» Work item:
Go through the entries below and retype them exactly, omitting each picture.

» Exercise data:
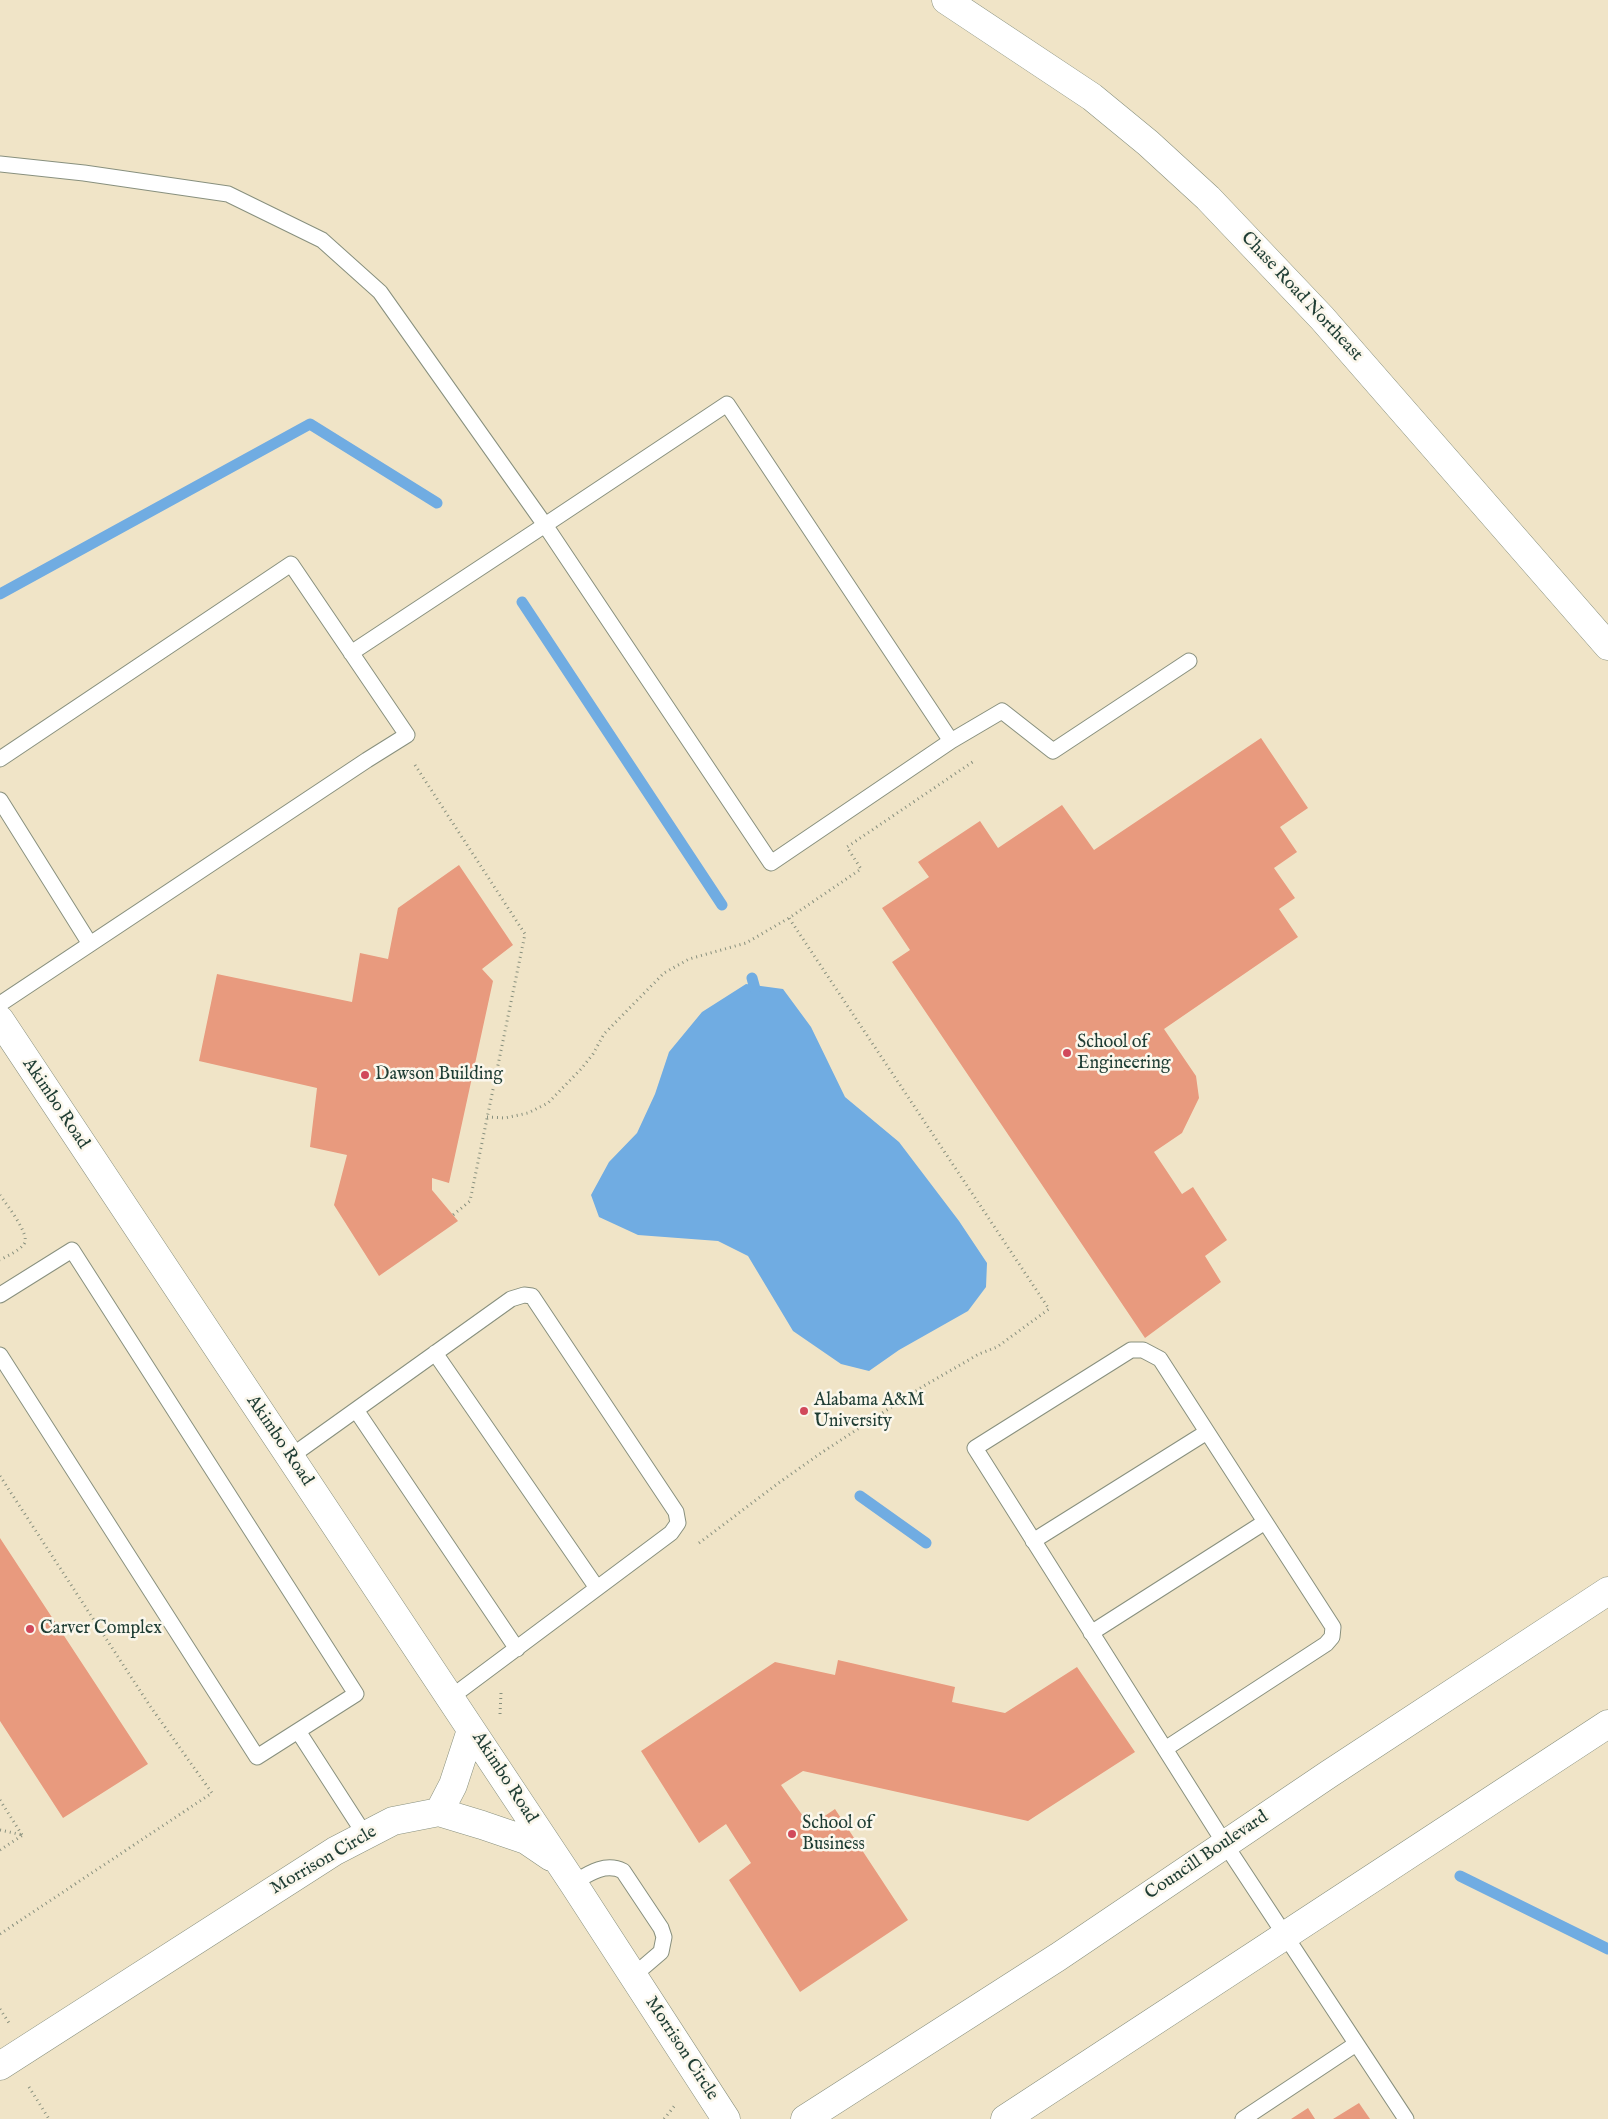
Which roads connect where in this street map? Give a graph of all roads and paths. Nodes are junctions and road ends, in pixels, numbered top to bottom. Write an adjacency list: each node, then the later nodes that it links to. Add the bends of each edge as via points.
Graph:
1 (946, 0): 4 (street, Chase Road Northeast, via 1092,97 1208,198 1322,318)
2 (0, 164): 3 (lane, via 228,194 322,240 380,292)
3 (545, 524): 5 (lane); 7 (lane, via 727,404); 7 (lane, via 771,863)
4 (1608, 646)
5 (351, 653): 8 (lane, via 291,564); 13 (lane, via 408,735)
6 (1189, 661): 7 (lane, via 1053,751 1002,711)
7 (952, 741)
8 (0, 759)
9 (976, 760): 12 (path, via 847,847 861,869)
10 (415, 764): 16 (path, via 525,934)
11 (0, 800): 13 (lane)
12 (789, 918): 16 (path, via 746,943 689,960 664,973 604,1034 581,1069 548,1103 528,1113 505,1118); 29 (path, via 1049,1309 997,1347 922,1387 820,1453)
13 (90, 944): 14 (lane)
14 (0, 1004)
15 (0, 1020): 25 (street, Akimbo Road)
16 (487, 1117): 18 (path, via 470,1201)
17 (0, 1195): 19 (path, via 26,1239 24,1244)
18 (453, 1215)
19 (0, 1260)
20 (0, 1295): 39 (lane, via 72,1250 356,1694)
21 (435, 1353): 23 (lane); 30 (lane); 30 (lane, via 511,1299 532,1296 676,1512 678,1523 671,1533)
22 (0, 1355): 39 (lane, via 257,1757)
23 (356, 1410): 25 (lane); 33 (lane)
24 (1207, 1432): 27 (lane); 28 (lane); 28 (lane, via 1160,1359 1143,1350 1131,1350 1114,1360 975,1448)
25 (290, 1457): 35 (street, Akimbo Road)
26 (0, 1476): 49 (path, via 145,1698 212,1793)
27 (1265, 1522): 32 (lane); 40 (lane, via 1332,1627 1332,1637)
28 (1033, 1541): 32 (lane)
29 (691, 1549)
30 (597, 1588): 33 (lane)
31 (1608, 1591): 46 (street, Councill Boulevard)
32 (1091, 1633): 40 (lane)
33 (517, 1649): 35 (lane)
34 (504, 1689): 36 (path, via 500,1695 501,1713)
35 (450, 1698): 38 (street, Akimbo Road)
36 (496, 1718)
37 (1608, 1724): 50 (street)
38 (471, 1730): 42 (street); 48 (street, Akimbo Road)
39 (298, 1731): 45 (lane)
40 (1165, 1749): 46 (lane)
41 (0, 1800): 44 (path)
42 (439, 1812): 45 (street, Morrison Circle, via 392,1821); 48 (street, Morrison Circle, via 526,1840)
43 (0, 1830): 44 (path)
44 (23, 1835): 47 (path)
45 (365, 1835): 53 (street, Morrison Circle, via 335,1851)
46 (1225, 1844): 50 (lane); 60 (street, Councill Boulevard, via 1058,1957)
47 (0, 1850)
48 (566, 1873): 51 (street, Morrison Circle); 51 (lane, via 617,1868 627,1876 657,1921 664,1937 660,1952)
49 (0, 1934)
50 (1284, 1936): 52 (lane); 56 (street)
51 (633, 1976): 59 (street, Morrison Circle)
52 (1356, 2044): 61 (lane); 62 (lane)
53 (0, 2066)
54 (27, 2084): 57 (path)
55 (676, 2104): 58 (path)
56 (1010, 2118)
57 (49, 2119)
58 (664, 2119)
59 (726, 2119)
60 (805, 2119)
61 (1243, 2119)
62 (1406, 2119)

» Solution for this exercise:
Which roads connect where in this street map? Give a graph of all roads and paths. Nodes are junctions and road ends, in pixels, numbered top to bottom. Write an adjacency list: each node, then the later nodes that it links to. Add the bends of each edge as via points.
Graph:
1 (946, 0): 4 (street, Chase Road Northeast, via 1092,97 1208,198 1322,318)
2 (0, 164): 3 (lane, via 228,194 322,240 380,292)
3 (545, 524): 5 (lane); 7 (lane, via 727,404); 7 (lane, via 771,863)
4 (1608, 646)
5 (351, 653): 8 (lane, via 291,564); 13 (lane, via 408,735)
6 (1189, 661): 7 (lane, via 1053,751 1002,711)
7 (952, 741)
8 (0, 759)
9 (976, 760): 12 (path, via 847,847 861,869)
10 (415, 764): 16 (path, via 525,934)
11 (0, 800): 13 (lane)
12 (789, 918): 16 (path, via 746,943 689,960 664,973 604,1034 581,1069 548,1103 528,1113 505,1118); 29 (path, via 1049,1309 997,1347 922,1387 820,1453)
13 (90, 944): 14 (lane)
14 (0, 1004)
15 (0, 1020): 25 (street, Akimbo Road)
16 (487, 1117): 18 (path, via 470,1201)
17 (0, 1195): 19 (path, via 26,1239 24,1244)
18 (453, 1215)
19 (0, 1260)
20 (0, 1295): 39 (lane, via 72,1250 356,1694)
21 (435, 1353): 23 (lane); 30 (lane); 30 (lane, via 511,1299 532,1296 676,1512 678,1523 671,1533)
22 (0, 1355): 39 (lane, via 257,1757)
23 (356, 1410): 25 (lane); 33 (lane)
24 (1207, 1432): 27 (lane); 28 (lane); 28 (lane, via 1160,1359 1143,1350 1131,1350 1114,1360 975,1448)
25 (290, 1457): 35 (street, Akimbo Road)
26 (0, 1476): 49 (path, via 145,1698 212,1793)
27 (1265, 1522): 32 (lane); 40 (lane, via 1332,1627 1332,1637)
28 (1033, 1541): 32 (lane)
29 (691, 1549)
30 (597, 1588): 33 (lane)
31 (1608, 1591): 46 (street, Councill Boulevard)
32 (1091, 1633): 40 (lane)
33 (517, 1649): 35 (lane)
34 (504, 1689): 36 (path, via 500,1695 501,1713)
35 (450, 1698): 38 (street, Akimbo Road)
36 (496, 1718)
37 (1608, 1724): 50 (street)
38 (471, 1730): 42 (street); 48 (street, Akimbo Road)
39 (298, 1731): 45 (lane)
40 (1165, 1749): 46 (lane)
41 (0, 1800): 44 (path)
42 (439, 1812): 45 (street, Morrison Circle, via 392,1821); 48 (street, Morrison Circle, via 526,1840)
43 (0, 1830): 44 (path)
44 (23, 1835): 47 (path)
45 (365, 1835): 53 (street, Morrison Circle, via 335,1851)
46 (1225, 1844): 50 (lane); 60 (street, Councill Boulevard, via 1058,1957)
47 (0, 1850)
48 (566, 1873): 51 (street, Morrison Circle); 51 (lane, via 617,1868 627,1876 657,1921 664,1937 660,1952)
49 (0, 1934)
50 (1284, 1936): 52 (lane); 56 (street)
51 (633, 1976): 59 (street, Morrison Circle)
52 (1356, 2044): 61 (lane); 62 (lane)
53 (0, 2066)
54 (27, 2084): 57 (path)
55 (676, 2104): 58 (path)
56 (1010, 2118)
57 (49, 2119)
58 (664, 2119)
59 (726, 2119)
60 (805, 2119)
61 (1243, 2119)
62 (1406, 2119)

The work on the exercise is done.